In 1984, the body of Foucault was engaged in numerous struggles on various divergent fronts. Whilst his last two books jostled with other publications for room in bookshops, for critical evaluation and for their appropriate position within a body of work, inherited and latterly acquired genetic information competed for the control of blood cells, and neurons fought with parasites for the space to think. Whilst oxygen and mucus battled for time with his lungs and pain killers grappled with neuro-transmitters, moralists defined the cause of his body's disease and his friends deduced the secrets of his soul. Like the body of Damiens, the body of Foucault is not eradicated by the multitudinous machineries that constantly challenge the boundaries of its existence. Quite the reverse, the body of Foucault is constantly reconstructed through the complex interplay of these technologies of the body.

...this technology is diffuse, rarely formulated in continuous, systematic discourse; it is often made up of bits and pieces; it implements a disparate set of tools and methods. In spite of the coherence of its results, it is generally no more than a multiform instrumentation...the power exercised on the body is conceived not as a property, but as a strategy, that its effects of domination are attributed not to 'appropriation', but to dispositions, manoeuvres, tactics, techniques, functionings; that one should decipher in it a network of relations, constantly in tension, in activity, rather than a privilege that one might possess; that one should take as its model a perpetual battle rather than a contract regulating a transaction or the conquest of a territory.11

The diffused mechanisms immanent to Foucault's body were neither its property nor devoted solely to its service. Each HIV virus, whilst circulating through Foucault's veins, were also intimately engaged elsewhere. As each virus contributed their micro-effects to the 'dying body', they were simultaneously woven into the fabric of a pandemic disease. Working in symbiotic combination with blood cells, medical orthodoxy, academic propriety and bacterial infection, the virus manoeuvred into new positions and accommodations dragging in its wake the fluid parameters of Foucault and other bodies. For 57 years, a network of relations were held in sufficient tension to produce an overall effect of a coherent body, a persistent identity and an authoritative mind. The body of Foucault as a discursive locus may have dissipated, but the millions of traces left after this local decomposition continue to circulate and replicate through related and disconnected bodies. The organic death of this author enacts the discursive death of the author. By leaving his "work" obviously unfinished and by removing the corporeal remnants of the "author", the viral machinery once associated with Foucault is now able to replicate at speed, producing thousands of mutations and adapting to changed circumstances.
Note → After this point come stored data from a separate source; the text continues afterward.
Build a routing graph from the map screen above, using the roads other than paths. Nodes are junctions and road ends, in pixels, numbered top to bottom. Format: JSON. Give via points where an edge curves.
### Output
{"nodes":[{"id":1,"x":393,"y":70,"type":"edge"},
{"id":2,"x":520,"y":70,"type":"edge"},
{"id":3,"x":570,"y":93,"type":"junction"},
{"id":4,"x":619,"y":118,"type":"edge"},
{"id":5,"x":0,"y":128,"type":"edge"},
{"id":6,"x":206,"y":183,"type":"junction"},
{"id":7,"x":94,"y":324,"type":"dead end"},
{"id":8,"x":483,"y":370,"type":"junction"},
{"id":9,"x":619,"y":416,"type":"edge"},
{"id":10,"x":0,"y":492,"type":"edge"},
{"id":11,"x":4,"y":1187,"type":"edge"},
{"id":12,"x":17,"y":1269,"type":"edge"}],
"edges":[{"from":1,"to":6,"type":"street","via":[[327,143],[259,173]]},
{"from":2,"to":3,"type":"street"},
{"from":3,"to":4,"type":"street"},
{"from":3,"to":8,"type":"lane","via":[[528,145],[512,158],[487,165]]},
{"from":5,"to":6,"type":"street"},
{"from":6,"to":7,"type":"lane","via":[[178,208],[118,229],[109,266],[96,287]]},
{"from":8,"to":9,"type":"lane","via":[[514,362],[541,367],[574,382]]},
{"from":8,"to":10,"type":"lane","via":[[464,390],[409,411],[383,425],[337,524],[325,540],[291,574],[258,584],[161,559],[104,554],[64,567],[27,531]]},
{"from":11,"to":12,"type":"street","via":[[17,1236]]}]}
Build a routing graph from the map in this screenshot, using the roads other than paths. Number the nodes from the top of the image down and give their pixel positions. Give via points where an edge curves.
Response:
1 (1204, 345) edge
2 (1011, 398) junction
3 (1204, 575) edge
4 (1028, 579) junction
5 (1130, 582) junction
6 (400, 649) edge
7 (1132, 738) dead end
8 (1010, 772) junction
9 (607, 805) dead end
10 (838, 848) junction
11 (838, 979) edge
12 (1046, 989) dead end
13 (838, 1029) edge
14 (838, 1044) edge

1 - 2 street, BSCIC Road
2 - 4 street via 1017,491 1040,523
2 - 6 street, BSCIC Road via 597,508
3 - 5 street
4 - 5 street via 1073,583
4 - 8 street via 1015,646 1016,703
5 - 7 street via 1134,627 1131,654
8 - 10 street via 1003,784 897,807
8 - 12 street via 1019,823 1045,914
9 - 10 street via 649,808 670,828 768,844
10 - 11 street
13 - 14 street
  1. The Birth of the Clinic - An Archaeology of Medical Perception, New York: Vintage Books, 1994.p.142.

  2. David Macey, The Lives of Michel Foucault, London: Vintage, 1994, p.56.

  3. The Minimalist Self, in Lawrence D. Kritzman, ed., Politics, Phiosophy, Culture. Interviews and Other Writings 1977-1984, New York and London: Routledge, 1988, p.6. - quoted in Macey, 1994, p.56.

  4. Polemics, Politics, and Problemizations : An Interview: Random House Inc., 1984, in Paul Rabinow, ed., The Foucault Reader - An Introduction to Foucault's Thought, London: Penguin Books, 1991, pp.383-4.

  5. Bob Gallagher, An Interview: Sex, Power and the Politics of Identity, in the Advocate, 9th October 1989 - quoted in James Miller, The Passion of Michel Foucault, London: Flamingo, 1994, p.263.

  6. Ibid.

  7. The Use of Pleasure - The History of Sexuality: Volume Two, London: Penguin Books, 1992, pp.8-9

  8. Nietzsche, La Géneálogy, l'histoire, in Hommage à Jean Hyppolite, Paris: PUF, 1971, p.169 - quoted in Macey, 1994, p.232.

  9. Miller, 1994, p.372.

  10. The Birth of the Clinic - An Archaeology of Medical Perception, p.144

  11. Discipline & Punish - The Birth of the Prison, New York: Vintage Books, 1979.